■ **DATASET**:
————————

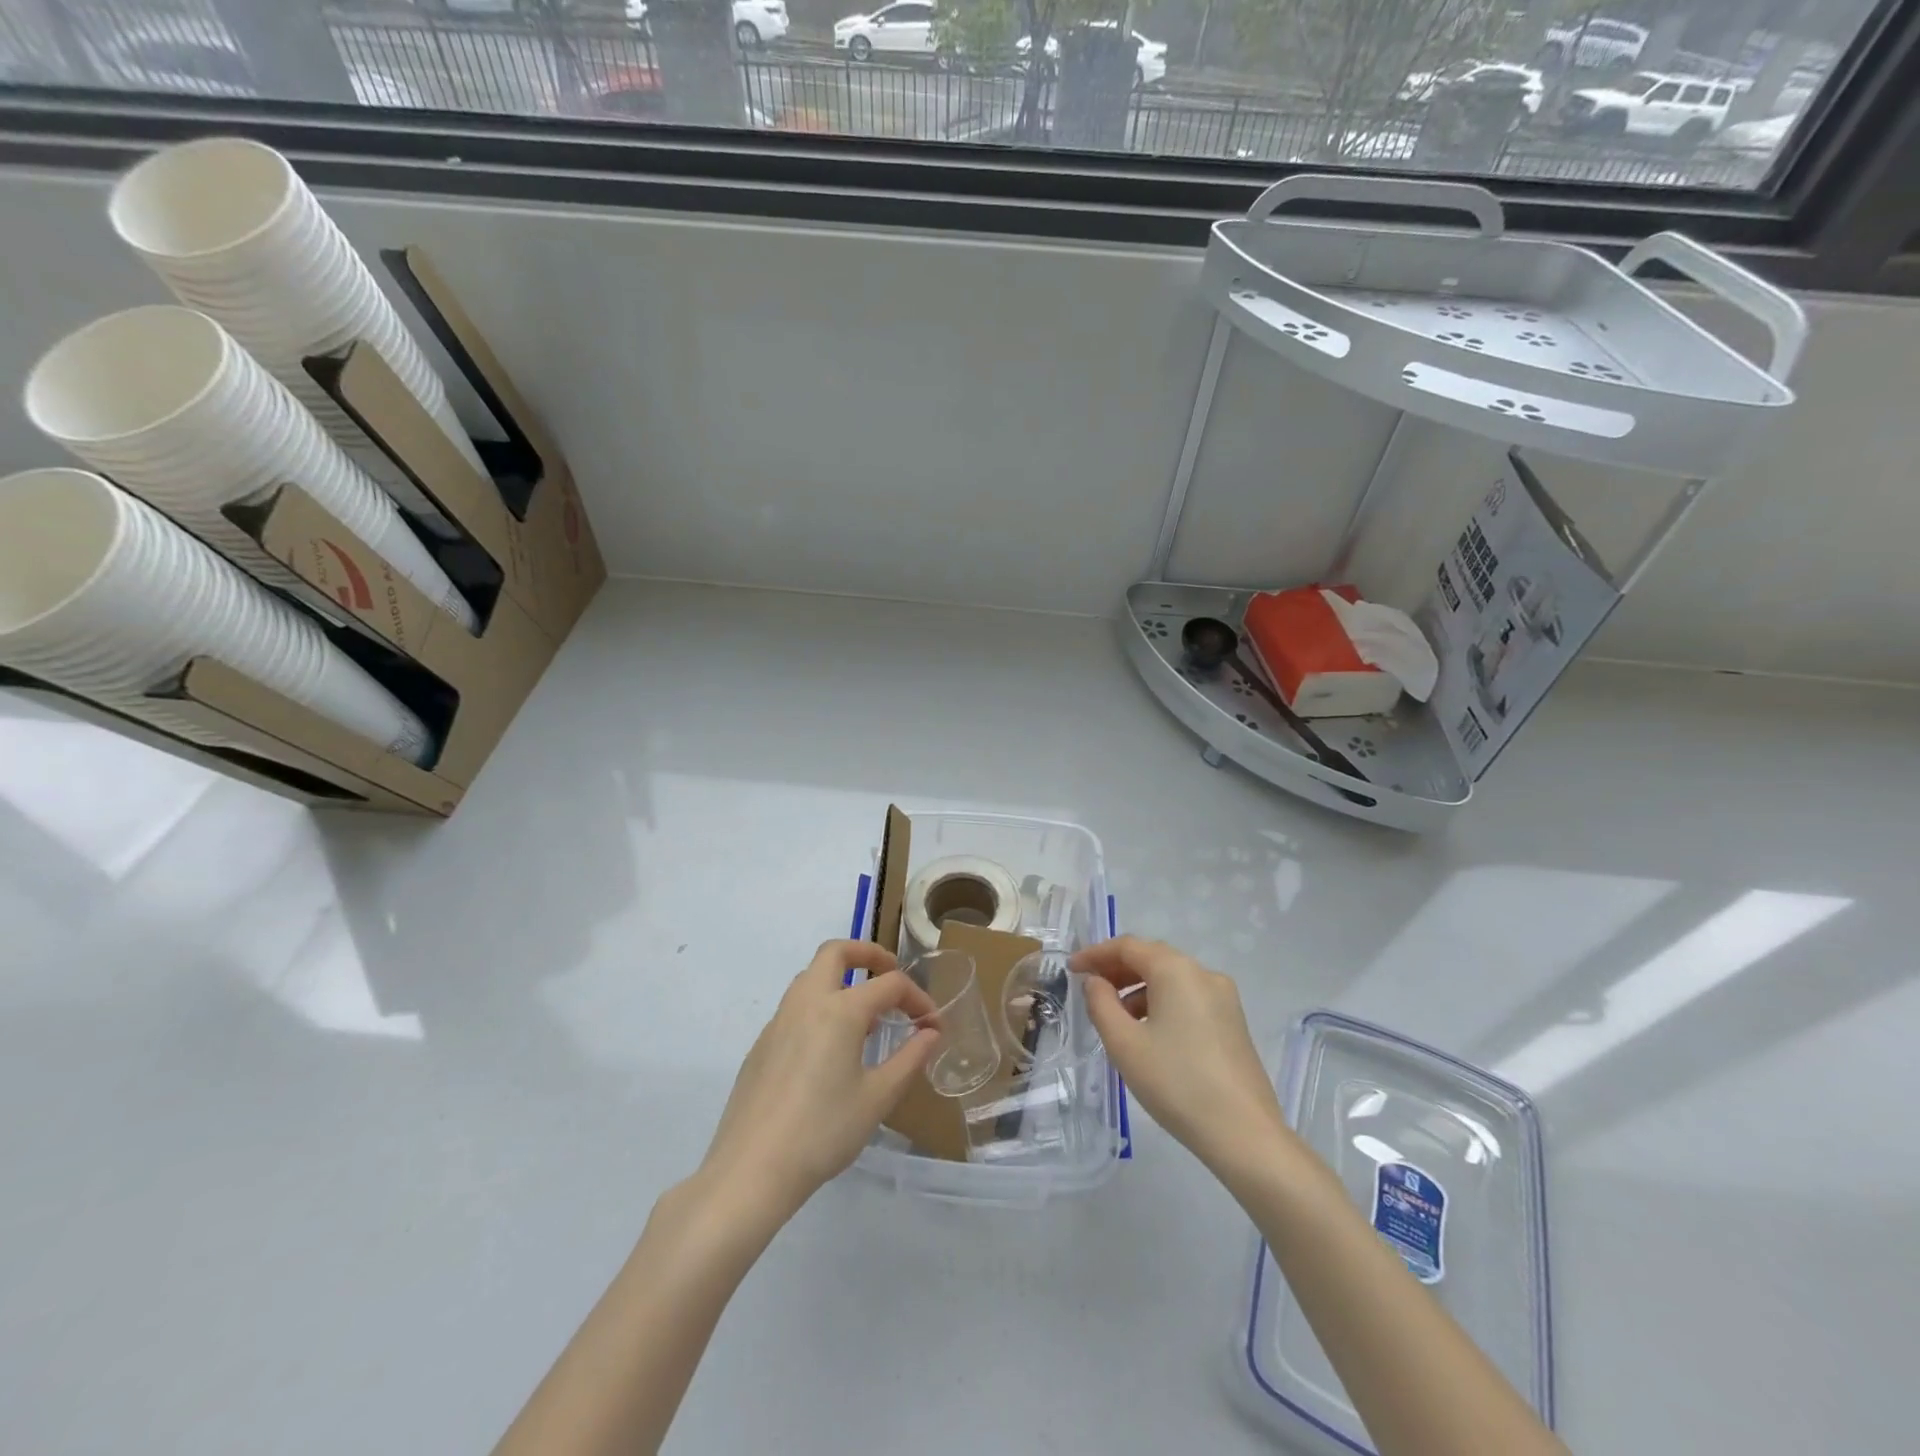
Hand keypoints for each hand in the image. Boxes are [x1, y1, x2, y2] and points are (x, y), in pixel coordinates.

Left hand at [698, 940, 940, 1221]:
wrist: (751, 1170)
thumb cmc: (823, 1132)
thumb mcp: (877, 1098)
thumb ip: (909, 1059)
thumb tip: (931, 1033)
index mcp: (840, 1009)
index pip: (890, 985)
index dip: (918, 999)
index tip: (933, 1025)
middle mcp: (807, 1001)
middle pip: (836, 952)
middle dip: (868, 954)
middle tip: (890, 975)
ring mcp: (778, 1020)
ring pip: (811, 976)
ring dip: (841, 978)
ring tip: (864, 1016)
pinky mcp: (761, 1044)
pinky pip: (795, 1006)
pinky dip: (820, 1006)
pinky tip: (829, 1049)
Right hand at [1072, 936, 1286, 1175]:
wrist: (1245, 1135)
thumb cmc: (1176, 1083)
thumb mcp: (1124, 1043)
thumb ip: (1100, 1004)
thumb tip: (1096, 982)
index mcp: (1176, 970)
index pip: (1128, 946)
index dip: (1095, 954)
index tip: (1071, 969)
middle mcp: (1203, 974)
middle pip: (1152, 958)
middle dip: (1117, 970)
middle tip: (1089, 988)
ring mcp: (1224, 999)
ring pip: (1171, 980)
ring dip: (1138, 989)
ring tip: (1114, 1018)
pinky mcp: (1233, 1023)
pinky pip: (1188, 999)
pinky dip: (1161, 1004)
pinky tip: (1148, 1034)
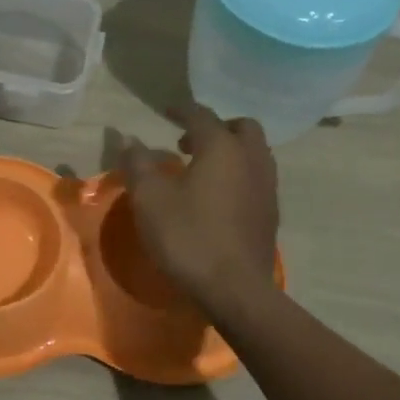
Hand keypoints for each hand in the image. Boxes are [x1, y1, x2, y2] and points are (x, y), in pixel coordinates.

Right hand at [119, 104, 279, 315]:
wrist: (235, 288)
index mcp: (222, 148)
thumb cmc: (188, 237)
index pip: (201, 115)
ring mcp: (267, 186)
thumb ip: (138, 164)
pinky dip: (238, 173)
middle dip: (215, 127)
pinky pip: (256, 177)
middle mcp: (251, 158)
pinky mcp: (270, 212)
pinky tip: (218, 196)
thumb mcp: (149, 199)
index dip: (181, 110)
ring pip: (253, 152)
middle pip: (240, 127)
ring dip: (230, 150)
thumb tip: (129, 139)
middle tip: (188, 142)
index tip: (166, 110)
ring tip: (202, 168)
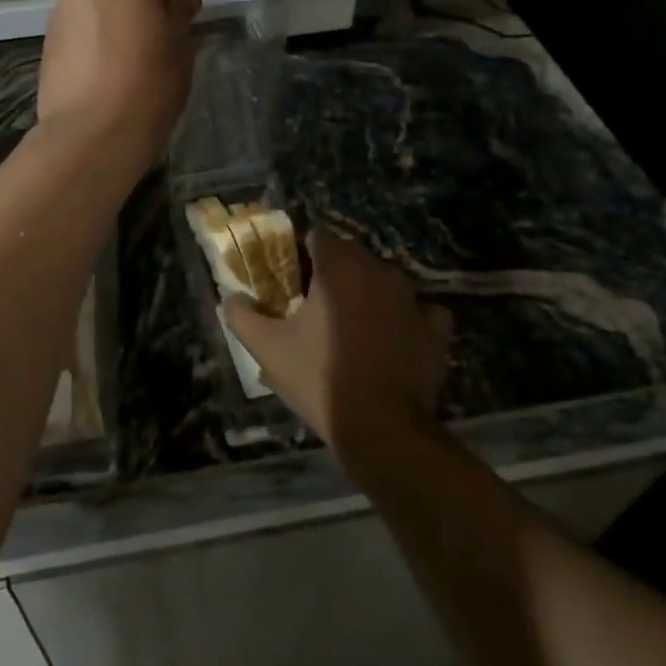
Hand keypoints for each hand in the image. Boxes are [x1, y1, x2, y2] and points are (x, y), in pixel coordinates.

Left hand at [37, 0, 201, 177]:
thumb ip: (179, 13)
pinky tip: (112, 47)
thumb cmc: (148, 85)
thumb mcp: (179, 46)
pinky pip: (81, 14)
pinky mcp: (48, 35)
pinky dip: (99, 20)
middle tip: (165, 6)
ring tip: (138, 29)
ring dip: (118, 1)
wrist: (90, 133)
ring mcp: (62, 6)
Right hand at [224, 230, 450, 454]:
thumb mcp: (267, 349)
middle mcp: (379, 271)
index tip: (292, 277)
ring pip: (384, 280)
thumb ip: (243, 316)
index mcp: (338, 268)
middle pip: (352, 255)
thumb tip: (229, 298)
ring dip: (368, 292)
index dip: (302, 252)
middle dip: (334, 272)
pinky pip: (419, 310)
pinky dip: (405, 317)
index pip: (319, 236)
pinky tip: (394, 337)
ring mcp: (413, 299)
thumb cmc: (319, 378)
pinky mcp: (436, 328)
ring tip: (351, 325)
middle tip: (314, 304)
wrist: (382, 429)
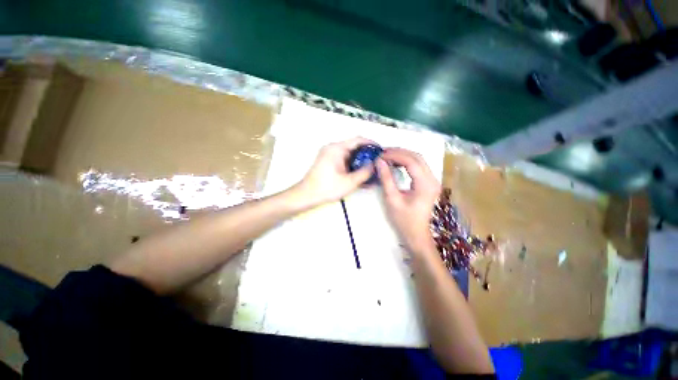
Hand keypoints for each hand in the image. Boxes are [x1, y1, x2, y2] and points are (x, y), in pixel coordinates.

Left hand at [295, 137, 374, 206]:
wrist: (306, 195)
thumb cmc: (327, 188)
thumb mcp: (350, 182)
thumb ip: (365, 172)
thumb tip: (375, 165)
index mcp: (336, 148)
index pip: (358, 140)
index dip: (371, 144)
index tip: (380, 151)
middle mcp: (332, 148)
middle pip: (353, 146)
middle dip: (366, 154)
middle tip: (377, 163)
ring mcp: (329, 154)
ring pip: (349, 154)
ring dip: (359, 160)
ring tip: (370, 169)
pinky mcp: (327, 161)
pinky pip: (343, 159)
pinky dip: (352, 164)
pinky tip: (359, 173)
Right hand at [376, 148, 440, 253]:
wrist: (417, 234)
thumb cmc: (404, 220)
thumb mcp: (392, 199)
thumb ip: (386, 179)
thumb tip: (379, 161)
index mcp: (425, 184)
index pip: (411, 161)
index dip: (395, 155)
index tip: (381, 155)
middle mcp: (433, 179)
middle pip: (417, 157)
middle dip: (399, 152)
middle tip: (383, 153)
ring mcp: (433, 180)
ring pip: (419, 160)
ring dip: (403, 155)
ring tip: (387, 156)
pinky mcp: (429, 183)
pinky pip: (419, 166)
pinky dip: (407, 161)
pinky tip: (396, 163)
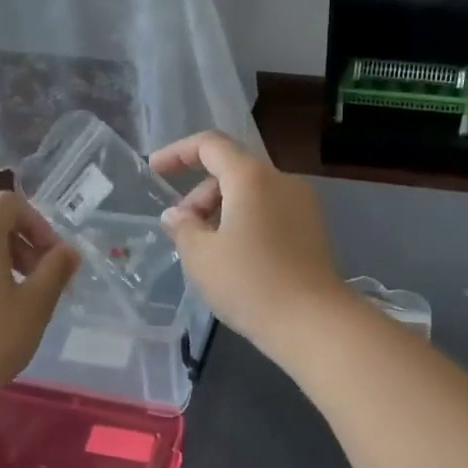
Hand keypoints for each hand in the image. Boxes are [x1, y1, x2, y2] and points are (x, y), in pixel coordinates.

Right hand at [151, 132, 350, 359]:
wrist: (313, 323)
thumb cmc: (249, 283)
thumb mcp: (201, 256)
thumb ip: (182, 227)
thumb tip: (176, 215)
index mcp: (251, 177)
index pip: (210, 145)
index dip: (178, 153)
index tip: (155, 171)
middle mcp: (281, 181)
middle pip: (232, 170)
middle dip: (199, 194)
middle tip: (182, 231)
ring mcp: (302, 205)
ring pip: (251, 193)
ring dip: (221, 211)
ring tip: (206, 250)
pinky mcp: (311, 229)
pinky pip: (269, 211)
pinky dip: (244, 222)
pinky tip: (234, 257)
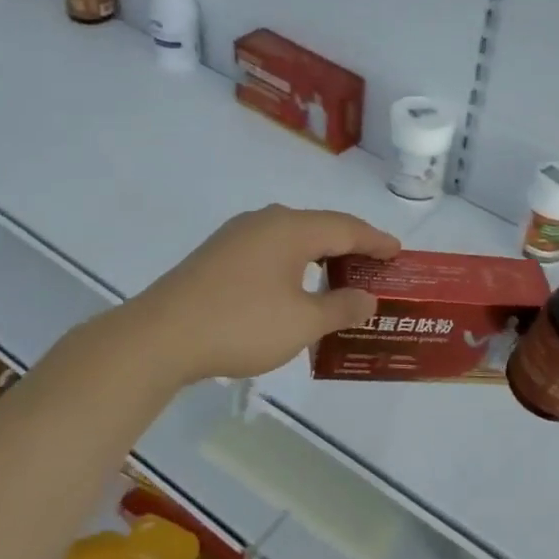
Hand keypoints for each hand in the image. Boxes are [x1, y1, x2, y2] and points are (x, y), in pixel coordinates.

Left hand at [132, 205, 398, 383]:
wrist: (160, 337)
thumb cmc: (241, 324)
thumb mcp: (302, 322)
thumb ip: (341, 307)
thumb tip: (367, 298)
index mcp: (291, 228)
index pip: (347, 228)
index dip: (376, 241)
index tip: (398, 252)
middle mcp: (265, 221)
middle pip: (320, 228)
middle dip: (350, 247)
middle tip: (374, 267)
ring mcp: (236, 236)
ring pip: (292, 239)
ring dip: (320, 257)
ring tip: (339, 278)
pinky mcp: (217, 255)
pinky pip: (269, 251)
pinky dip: (293, 265)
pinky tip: (294, 287)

————————

■ **YOUR INSTRUCTIONS**: Identify each line in the records above containing the word "Right"; copy those lines.

■ **ANSWER BOX**:
Right hand at [1072, 936, 1286, 1175]:
Right hand at [119, 104, 279, 315]:
Right hand at [224, 230, 450, 454]:
Right hand at [376, 148, 440, 253]:
Right hand at [151, 132, 350, 359]:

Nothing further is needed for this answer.